§ **EXERCISE BRIEF**:
Pictures stay out. Extract the lines below from the first one through the line with "pinky pip: (739, 801)", both included.

BEGIN

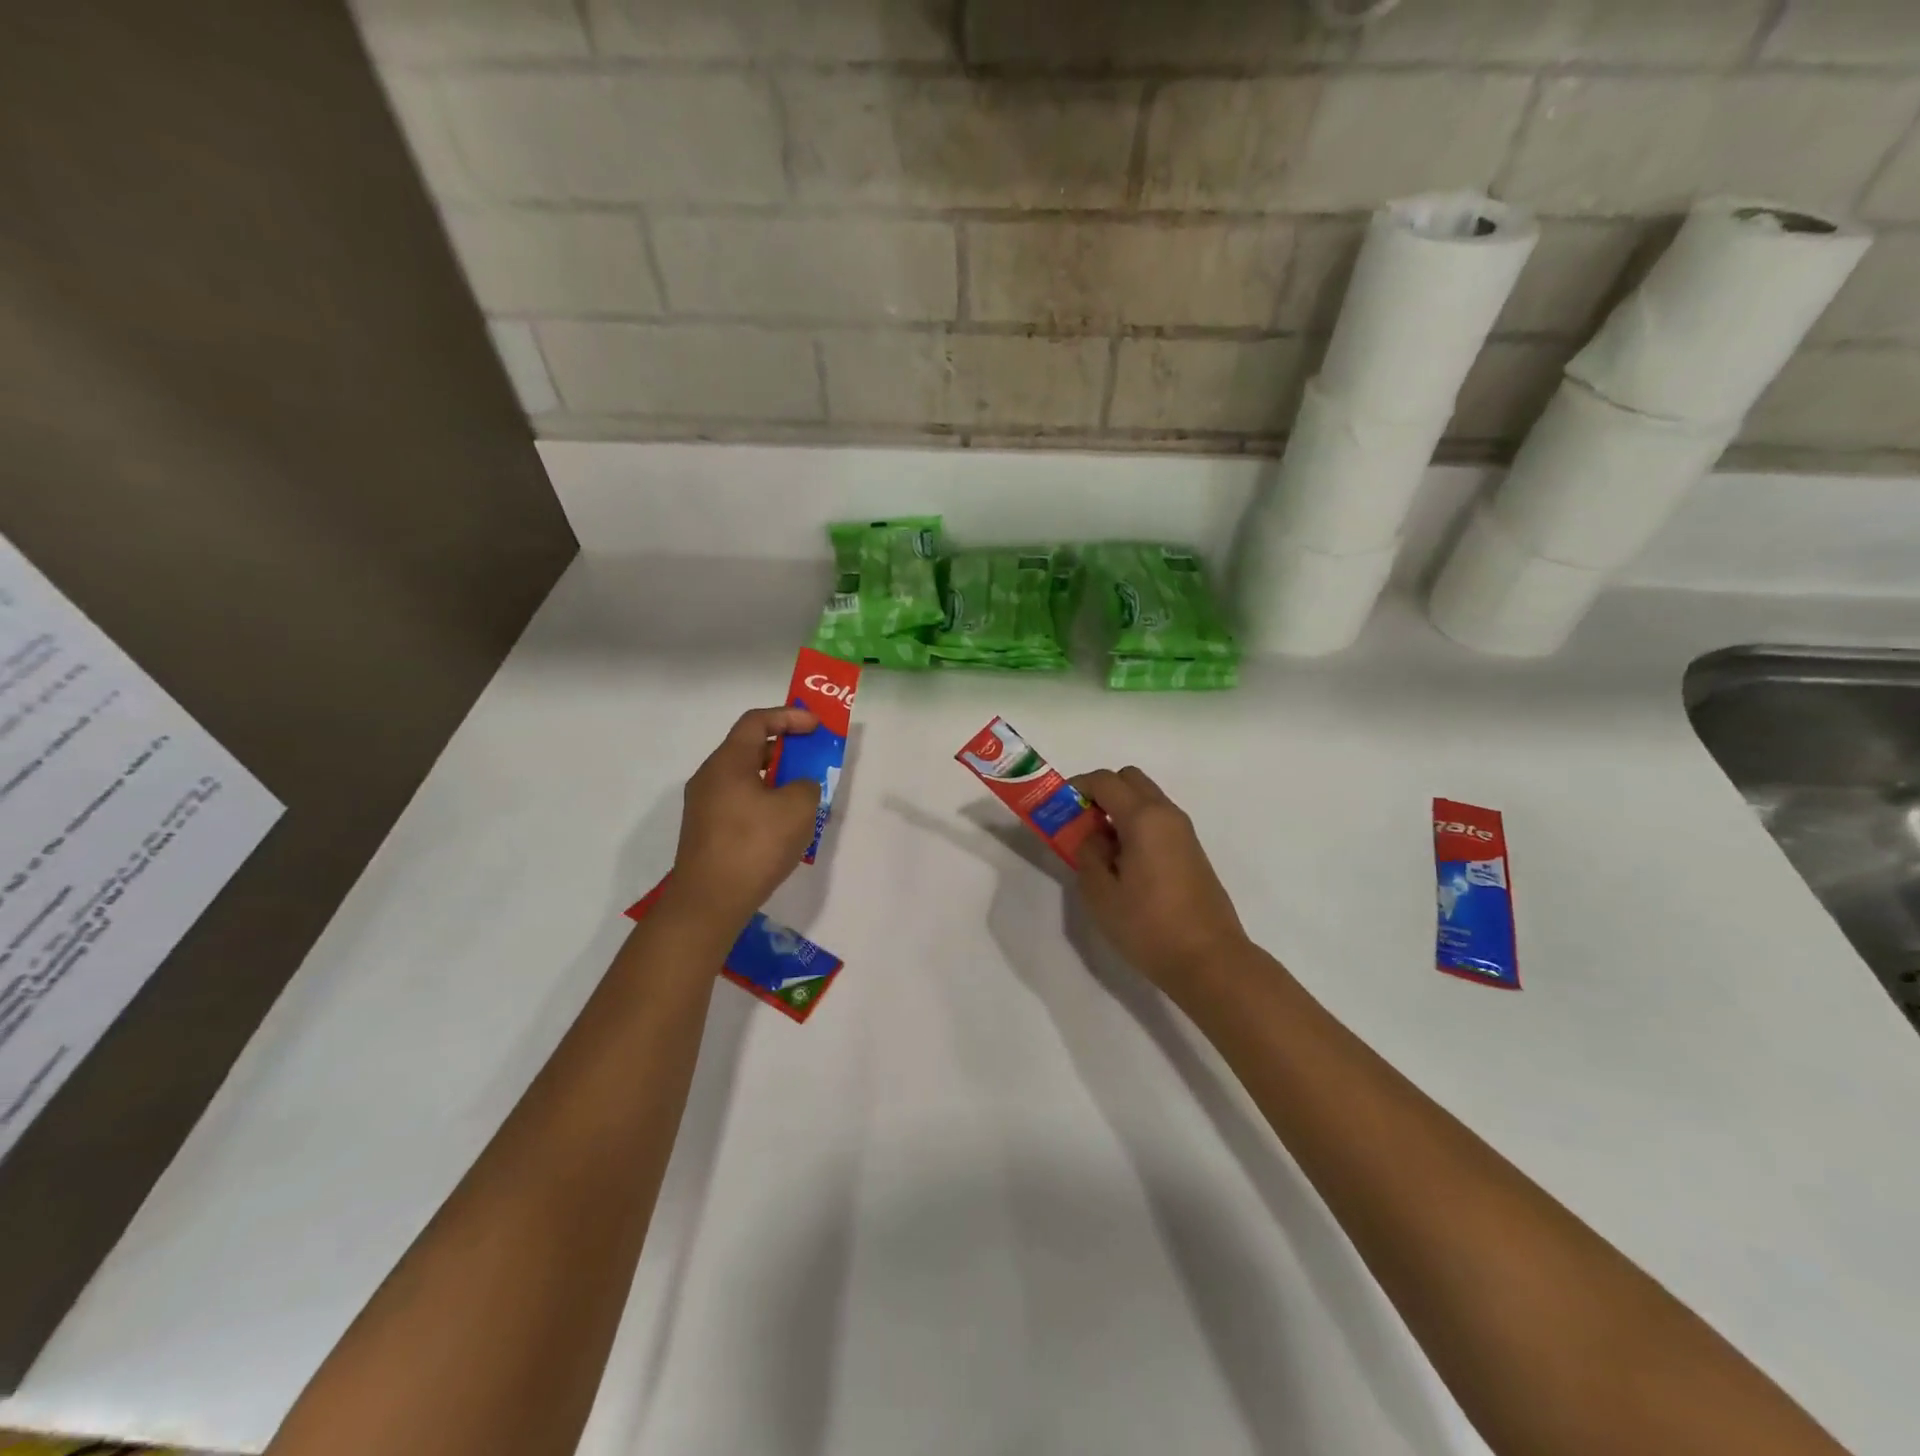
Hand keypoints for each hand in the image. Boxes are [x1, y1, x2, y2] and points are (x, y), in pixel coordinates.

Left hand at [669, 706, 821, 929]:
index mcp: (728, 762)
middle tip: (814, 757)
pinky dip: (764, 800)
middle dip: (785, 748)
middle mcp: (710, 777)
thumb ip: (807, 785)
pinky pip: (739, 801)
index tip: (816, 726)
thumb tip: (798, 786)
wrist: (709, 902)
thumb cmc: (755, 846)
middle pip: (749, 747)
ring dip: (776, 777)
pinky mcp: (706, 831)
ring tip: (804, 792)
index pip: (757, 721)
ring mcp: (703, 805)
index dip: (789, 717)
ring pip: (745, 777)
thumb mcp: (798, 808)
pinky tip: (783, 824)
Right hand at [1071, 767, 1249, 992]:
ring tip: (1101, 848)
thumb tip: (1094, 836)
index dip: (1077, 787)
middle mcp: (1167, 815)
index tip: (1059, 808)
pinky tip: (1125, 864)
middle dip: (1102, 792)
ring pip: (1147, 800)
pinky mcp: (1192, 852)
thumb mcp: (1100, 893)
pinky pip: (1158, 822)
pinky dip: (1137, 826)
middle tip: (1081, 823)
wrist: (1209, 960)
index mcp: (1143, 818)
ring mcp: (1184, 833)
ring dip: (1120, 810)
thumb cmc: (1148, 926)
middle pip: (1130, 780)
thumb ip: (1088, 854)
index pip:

END

§ **EXERCISE OUTPUT**:
Hand keypoints for each hand in the image. Boxes are [x1, y1, x2, y2] and points are (x, y), in pixel coordinates.

Left hand at [669, 706, 821, 929]:
index mcp: (728, 762)
middle tip: (814, 757)
pinky dip: (764, 800)
middle dip: (785, 748)
middle mcp: (710, 777)
thumb ip: (807, 785)
pinky pip: (739, 801)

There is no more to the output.